(Information supplied begins)
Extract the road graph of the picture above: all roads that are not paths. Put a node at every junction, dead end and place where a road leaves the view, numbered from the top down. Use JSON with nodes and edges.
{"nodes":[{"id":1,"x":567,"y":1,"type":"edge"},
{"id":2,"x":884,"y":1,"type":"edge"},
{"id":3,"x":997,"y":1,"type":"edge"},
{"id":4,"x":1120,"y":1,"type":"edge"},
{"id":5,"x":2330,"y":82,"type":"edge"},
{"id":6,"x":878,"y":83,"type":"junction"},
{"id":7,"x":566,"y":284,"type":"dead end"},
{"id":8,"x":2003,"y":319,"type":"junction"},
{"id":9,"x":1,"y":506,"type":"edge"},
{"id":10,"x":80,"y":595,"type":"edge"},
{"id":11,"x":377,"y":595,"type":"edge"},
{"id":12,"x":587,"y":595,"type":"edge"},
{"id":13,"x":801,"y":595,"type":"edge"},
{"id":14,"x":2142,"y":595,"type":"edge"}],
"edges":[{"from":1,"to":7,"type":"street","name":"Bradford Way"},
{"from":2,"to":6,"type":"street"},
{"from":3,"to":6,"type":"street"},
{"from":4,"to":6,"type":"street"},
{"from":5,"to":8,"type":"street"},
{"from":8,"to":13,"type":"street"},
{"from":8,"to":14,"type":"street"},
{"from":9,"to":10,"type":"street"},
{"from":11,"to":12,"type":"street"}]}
(Information supplied ends)
• **Activity**
Without altering a single word, transcribe the entries above.

• **Reply to the task**
Extract the road graph of the picture above: all roads that are not paths. Put a node at every junction, dead end and place where a road leaves the view, numbered from the top down. Use JSON with nodes and edges.
{"nodes":[{"id":1,"x":567,"y":1,"type":"edge"},
{"id":2,"x":884,"y":1,"type":"edge"},
{"id":3,"x":997,"y":1,"type":"edge"},
{"id":4,"x":1120,"y":1,"type":"edge"},
{"id":5,"x":2330,"y":82,"type":"edge"},
{"id":6,"x":878,"y":83,"type":"junction"},
{"id":7,"x":566,"y":284,"type":"dead end"},
{"id":8,"x":2003,"y":319,"type":"junction"},
{"id":9,"x":1,"y":506,"type":"edge"},
{"id":10,"x":80,"y":595,"type":"edge"},
{"id":11,"x":377,"y":595,"type":"edge"},
{"id":12,"x":587,"y":595,"type":"edge"},
{"id":13,"x":801,"y":595,"type":"edge"},
{"id":14,"x":2142,"y":595,"type":"edge"}],
"edges":[{"from":1,"to":7,"type":"street","name":"Bradford Way"},
{"from":2,"to":6,"type":"street"},
{"from":3,"to":6,"type":"street"},
{"from":4,"to":6,"type":"street"},
{"from":5,"to":8,"type":"street"},
{"from":8,"to":13,"type":"street"},
{"from":8,"to":14,"type":"street"},
{"from":9,"to":10,"type":"street"},
{"from":11,"to":12,"type":"street"}]}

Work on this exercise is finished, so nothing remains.